When NOT to Use GraphQL Federation

  • Simple REST APIs with <5 services: the operational overhead of Router deployment, schema composition, and Apollo Registry is not justified
  • Teams without GraphQL expertise: Federation adds substantial complexity on top of base GraphQL — learn base GraphQL first
  • High write-heavy APIs: GraphQL mutations across federated services introduce distributed transaction complexity; prefer REST + Saga pattern for heavy write workloads
  • Microservices with very different SLAs: if one subgraph has 99.0% availability, the supergraph's effective availability for queries crossing that subgraph cannot exceed 99.0%

Key Takeaways

  • GraphQL Federation eliminates the frontend API orchestration problem by moving it into the Router — a single, purpose-built, high-performance layer
  • Entities with @key are the glue of the supergraph — design them carefully, as changing key fields is a breaking change
  • DataLoader is mandatory in federated GraphQL; without it, entity resolution becomes an N+1 avalanche
  • Apollo Router (Rust) is 5–10x more efficient than Apollo Gateway (Node.js) — use it for all new production deployments
  • Run rover subgraph check in every CI pipeline; never allow breaking schema changes to reach the production supergraph undetected
  • Netflix DGS provides the best Federation v2 support for Spring Boot teams — it handles the federation boilerplate so you focus on resolvers

Conclusion

GraphQL Federation is not a simple technology — it introduces a new coordination layer, a new failure domain (the Router), and new concepts (entities, subgraphs, query planning) that every team member must understand.
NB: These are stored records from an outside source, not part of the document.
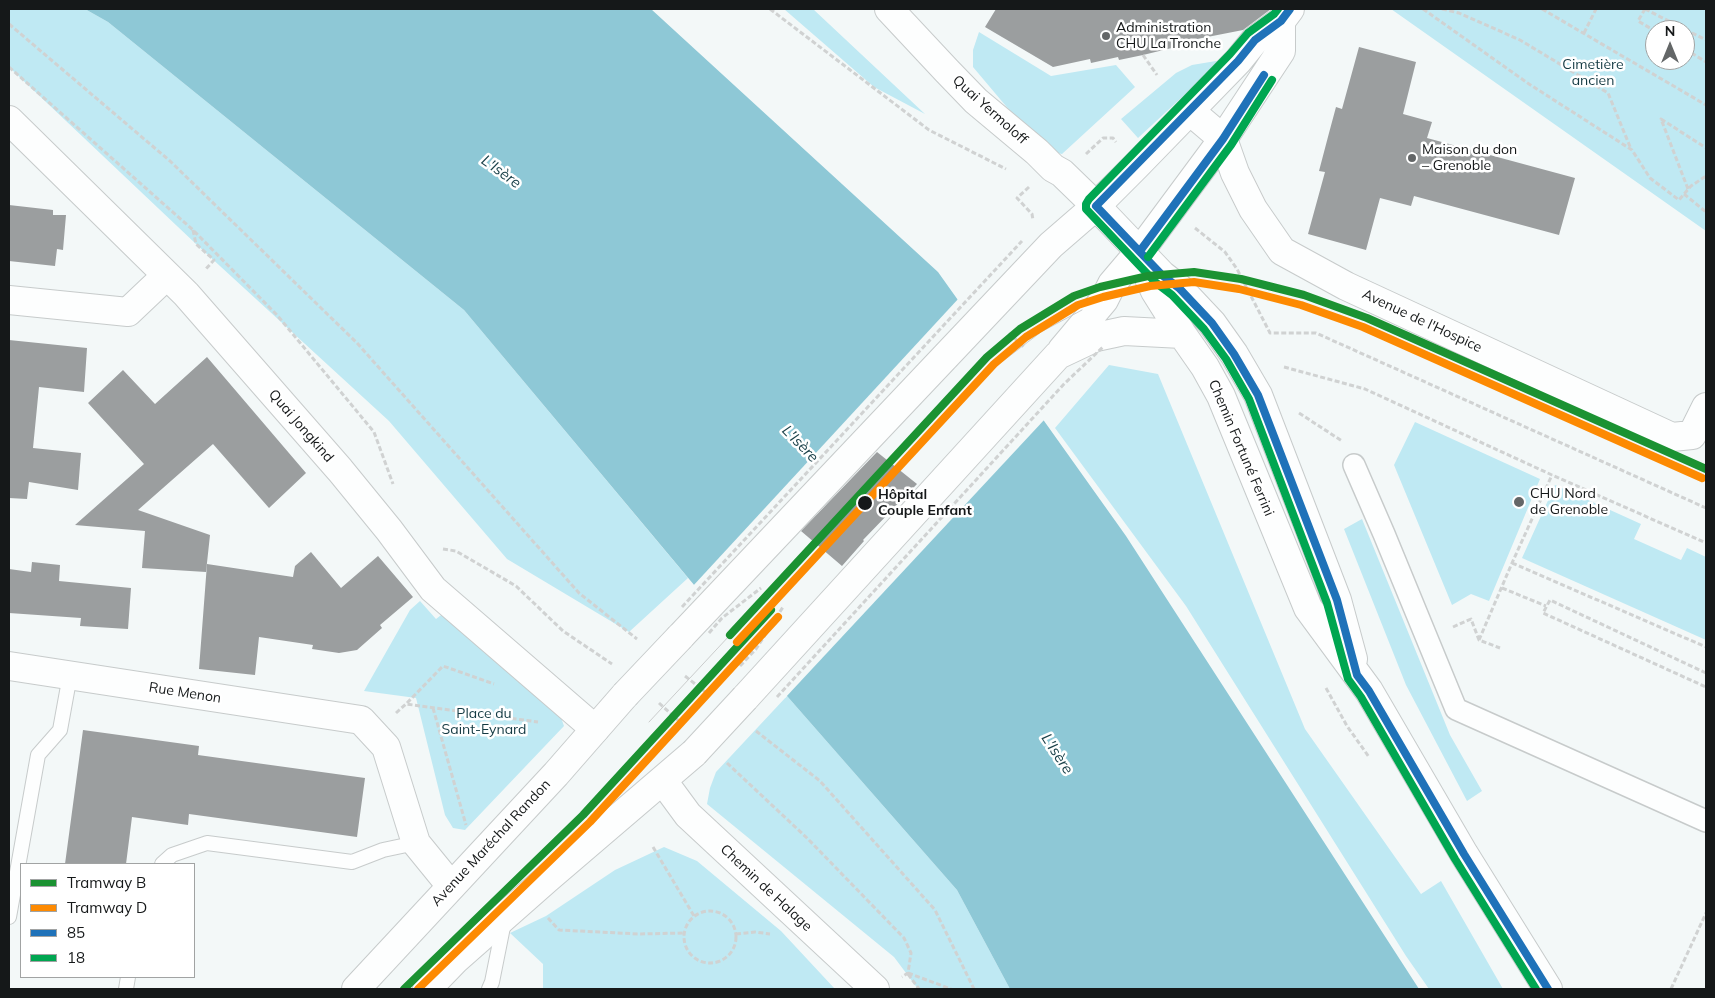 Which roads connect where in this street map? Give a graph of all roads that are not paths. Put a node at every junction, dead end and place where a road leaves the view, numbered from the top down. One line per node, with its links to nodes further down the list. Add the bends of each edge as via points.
1 (889, 9): 6 (street, Quai Yermoloff, via 976,101)
2 (1285, 15): 3 (street, Avenue Maréchal Randon, via 1256,40); 5 (street, via 1280,51)
3 (1190, 110): 5 (street, Avenue de l'Hospice); 6 (street, Avenue Maréchal Randon)
4 (9, 120): 8 (street, Quai Jongkind)
5 (1223, 139): 7 (street); 12 (street, Avenue de l'Hospice, via 1253,209 1282,251 1346,286 1672,437 1692,435)
6 (1096, 206): 7 (street, Quai Yermoloff); 17 (street, Avenue Maréchal Randon, bridge, via 1068,228 1029,246)
7 (1140, 251): 10 (street, via 1112,284 1104,300); 11 (street, Chemin Fortuné Ferrini, via 1152,283); 16 (street, Chemin Fortuné Ferrini, via 1212,323 1258,395 1336,600)
8 (166, 276): 9 (street, via 128,312); 17 (street, Quai Jongkind, via 186,294 340,470 433,589)
9 (9, 300)
10 (1096, 334): 11 (street); 18 (street, bridge, via 1058,355 694,753)
11 (1182, 334): 16 (street, Chemin Fortuné Ferrini, via 1221,396 1308,608)
12 (1706, 408)
13 (1354, 465): 19 (street, via 1456,709)
14 (9, 666): 15 (street, Rue Menon)
15 (70, 675): 20 (street, Rue Menon, via 367,727 386,747); 24 (lane, via 60,730 38,755)
16 (1357, 675): 29 (street, Chemin Fortuné Ferrini)
17 (595, 728): 22 (street, Avenue Maréchal Randon)
18 (663, 781): 23 (street); 28 (street, Chemin de Halage, via 688,816)
19 (1706, 821)
20 (416, 843): 21 (lane, via 383,850 352,862 207,843 172,855); 22 (street)
21 (163, 863)
22 (450, 886): 25 (street, Avenue Maréchal Randon)
23 (505, 916): 26 (street); 27 (lane)
24 (9, 917)
25 (356, 989)
26 (427, 989)
27 (489, 989)
28 (875, 989)
29 (1548, 989) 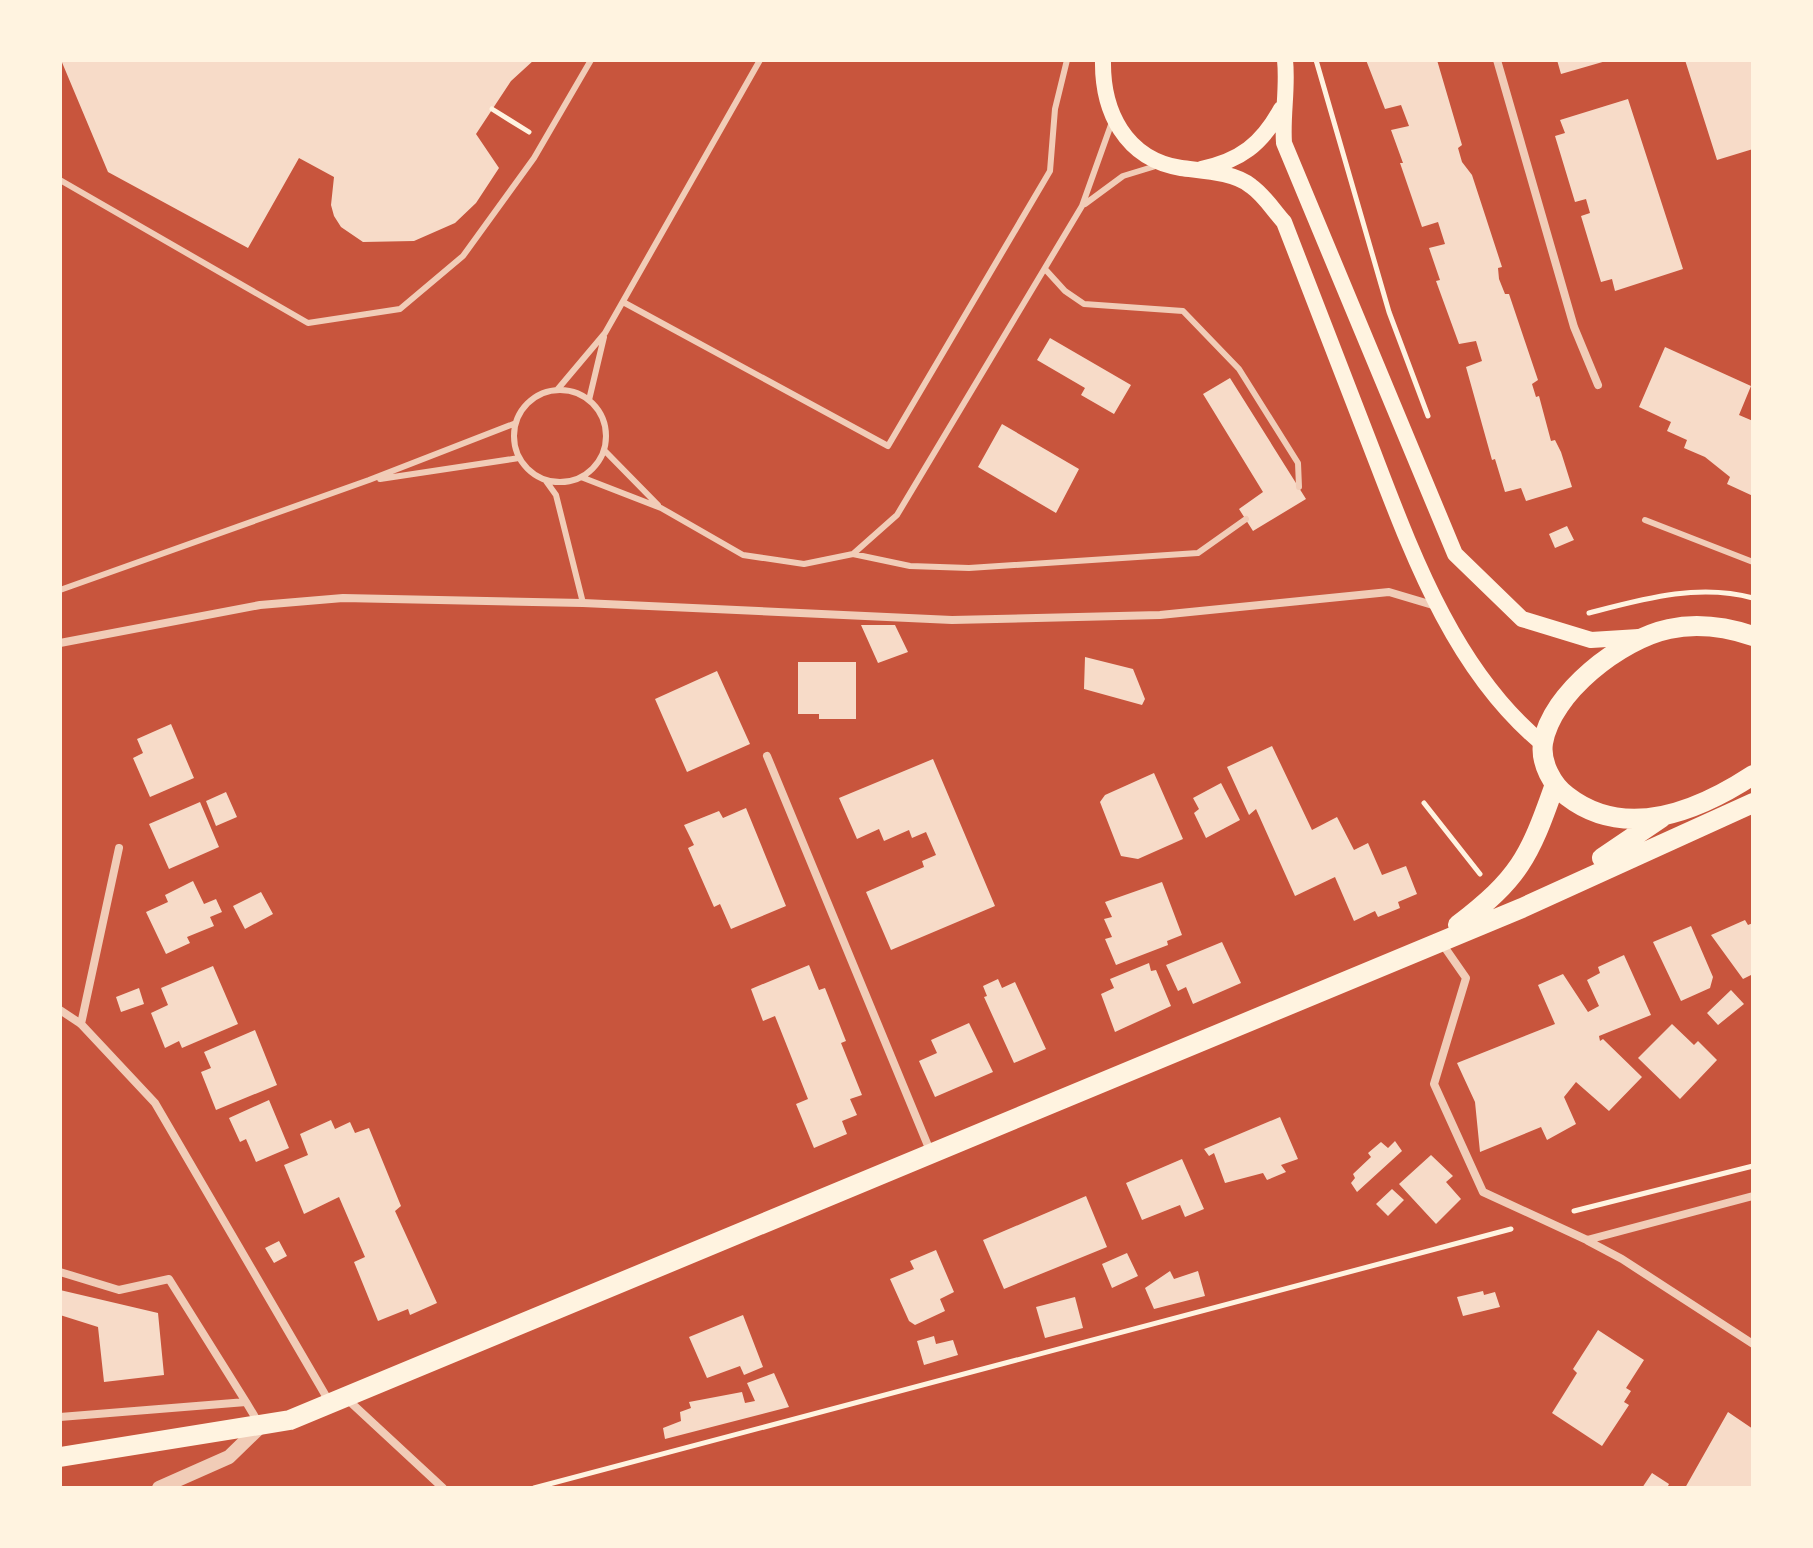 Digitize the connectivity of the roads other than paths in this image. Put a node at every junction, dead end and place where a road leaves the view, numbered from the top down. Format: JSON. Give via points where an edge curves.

But the return on that investment is real: frontend teams gain complete autonomy over data fetching without requiring backend coordination, microservice teams gain complete autonomy over their subgraph schemas, and the entire organisation benefits from a single, consistent, discoverable API graph. For organisations with 5+ microservices and multiple client teams, Federation is the most powerful API architecture available today.